All of lore.kernel.org
 help / color / mirror / Atom feed
From: ebiederm@xmission.com (Eric W. Biederman)
To: Andrey Vagin <avagin@openvz.org>
Cc: linux-fsdevel <linux-fsdevel@vger.kernel.org>,
	LKML <linux-kernel@vger.kernel.org>,
	Linux API <linux-api@vger.kernel.org>,
	"criu\@openvz.org" <criu@openvz.org>,
	Alexander Viro <viro@zeniv.linux.org.uk>
Subject: Re: [PATCH] mnt: allow to add a mount into an existing group
Date: Tue, 09 May 2017 19:42:00 -0500	[thread overview]
Message-ID: <87mvalr19j.fsf@xmission.com> (raw)
In-Reply-To: <CANaxB-y9W6E_6W70BPWduTcZ+A3u=w9ZLw2dvdrfe-gYcDvKhQ@mail.gmail.com> (Andrey Vagin's message of "Tue, 9 May 2017 10:36:46 -0700")

Andrey Vagin <avagin@openvz.org> writes:

> On Tue, Jan 24, 2017 at 02:03:23PM +1300, Eric W. Biederman wrote:
>> Andrei Vagin <avagin@openvz.org> writes:
>>
>> > Now a shared group can be only inherited from a source mount.
>> > This patch adds an ability to add a mount into an existing shared
>> > group.
>>
>> This sounds like a lot of the discussion on bind mounts accross
>> namespaces.  I am going to stay out of this for a bit until
>> we resolve my latest patch.
>
> Hi Eric,
>
> Your patches about shadow/side mounts were committed, can we resume
> the discussion about this patch?

We can.

Although personally I would rather get back to figuring out how
we can reduce the horrible time complexity of the worst case
for umount -l.

> As for security, a mount can be added to a shared group, only if a
> caller has CAP_SYS_ADMIN in namespaces of both mounts, so an
> unprivileged user can't create a shared mount with a parent mount
> namespace.
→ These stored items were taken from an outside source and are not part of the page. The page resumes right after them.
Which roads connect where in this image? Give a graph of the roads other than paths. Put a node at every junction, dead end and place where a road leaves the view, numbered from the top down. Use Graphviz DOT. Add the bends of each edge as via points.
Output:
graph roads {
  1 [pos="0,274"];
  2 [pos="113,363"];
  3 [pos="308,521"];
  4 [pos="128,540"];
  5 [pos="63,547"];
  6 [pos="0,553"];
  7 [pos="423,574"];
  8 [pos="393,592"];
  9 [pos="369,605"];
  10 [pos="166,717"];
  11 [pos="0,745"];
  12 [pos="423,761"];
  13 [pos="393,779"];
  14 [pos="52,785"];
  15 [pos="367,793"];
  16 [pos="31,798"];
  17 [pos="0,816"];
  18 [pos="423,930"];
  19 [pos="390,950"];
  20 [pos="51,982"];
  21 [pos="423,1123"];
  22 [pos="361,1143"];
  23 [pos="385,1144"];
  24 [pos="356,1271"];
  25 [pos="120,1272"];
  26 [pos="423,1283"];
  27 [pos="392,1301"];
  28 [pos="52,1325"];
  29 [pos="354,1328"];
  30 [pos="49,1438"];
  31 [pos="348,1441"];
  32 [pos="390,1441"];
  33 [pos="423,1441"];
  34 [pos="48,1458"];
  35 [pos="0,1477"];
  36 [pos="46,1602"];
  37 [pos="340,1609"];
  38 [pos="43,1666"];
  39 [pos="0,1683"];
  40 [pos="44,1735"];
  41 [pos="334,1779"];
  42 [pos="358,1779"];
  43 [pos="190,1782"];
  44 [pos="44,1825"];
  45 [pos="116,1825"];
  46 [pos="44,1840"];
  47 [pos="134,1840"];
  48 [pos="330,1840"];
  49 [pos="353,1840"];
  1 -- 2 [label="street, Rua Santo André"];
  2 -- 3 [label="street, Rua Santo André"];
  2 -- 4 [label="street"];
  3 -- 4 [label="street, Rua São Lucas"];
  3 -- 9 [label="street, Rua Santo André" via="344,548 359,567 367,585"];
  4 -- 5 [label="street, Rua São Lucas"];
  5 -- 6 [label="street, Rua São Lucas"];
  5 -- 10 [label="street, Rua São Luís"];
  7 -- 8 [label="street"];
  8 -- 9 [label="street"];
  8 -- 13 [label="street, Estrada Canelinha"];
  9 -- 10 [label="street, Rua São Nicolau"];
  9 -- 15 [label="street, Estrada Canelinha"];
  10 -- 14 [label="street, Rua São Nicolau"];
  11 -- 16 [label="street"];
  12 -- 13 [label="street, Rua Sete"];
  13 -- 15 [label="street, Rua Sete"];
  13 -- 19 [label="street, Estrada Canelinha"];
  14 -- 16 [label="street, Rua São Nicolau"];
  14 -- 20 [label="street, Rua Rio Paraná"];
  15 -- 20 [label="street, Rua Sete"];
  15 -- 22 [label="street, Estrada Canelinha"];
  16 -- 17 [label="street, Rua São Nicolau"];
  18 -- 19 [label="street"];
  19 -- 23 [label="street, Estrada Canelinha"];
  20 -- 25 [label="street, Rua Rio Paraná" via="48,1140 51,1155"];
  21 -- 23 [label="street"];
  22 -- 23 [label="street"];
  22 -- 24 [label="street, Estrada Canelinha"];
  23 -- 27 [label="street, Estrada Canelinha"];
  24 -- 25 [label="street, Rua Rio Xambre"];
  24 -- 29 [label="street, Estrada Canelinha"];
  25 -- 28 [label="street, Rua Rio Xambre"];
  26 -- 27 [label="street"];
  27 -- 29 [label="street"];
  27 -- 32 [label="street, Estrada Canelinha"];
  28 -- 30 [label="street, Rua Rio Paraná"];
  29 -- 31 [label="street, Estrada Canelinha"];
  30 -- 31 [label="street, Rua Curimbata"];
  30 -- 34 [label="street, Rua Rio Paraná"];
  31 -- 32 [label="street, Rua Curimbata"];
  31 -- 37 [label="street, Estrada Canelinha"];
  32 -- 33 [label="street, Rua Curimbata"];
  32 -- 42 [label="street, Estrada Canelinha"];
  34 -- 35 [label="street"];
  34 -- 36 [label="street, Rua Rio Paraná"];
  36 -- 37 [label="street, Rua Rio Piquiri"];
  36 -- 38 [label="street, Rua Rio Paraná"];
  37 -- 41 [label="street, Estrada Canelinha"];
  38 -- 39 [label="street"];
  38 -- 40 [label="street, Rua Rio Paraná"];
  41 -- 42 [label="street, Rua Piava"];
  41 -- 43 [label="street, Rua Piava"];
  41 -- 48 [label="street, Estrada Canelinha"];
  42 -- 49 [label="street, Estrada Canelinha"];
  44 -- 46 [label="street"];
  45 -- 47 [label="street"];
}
If a user has CAP_SYS_ADMIN, I don't see a reason to
> restrict him to create shared mounts between namespaces, even if they
> are in different user-namespaces.

Can they create loops in mount propagation trees that we can not create
today?  It feels like that would be very simple to do with an interface
like this.

A loop in a mount propagation tree would be an absolute disaster.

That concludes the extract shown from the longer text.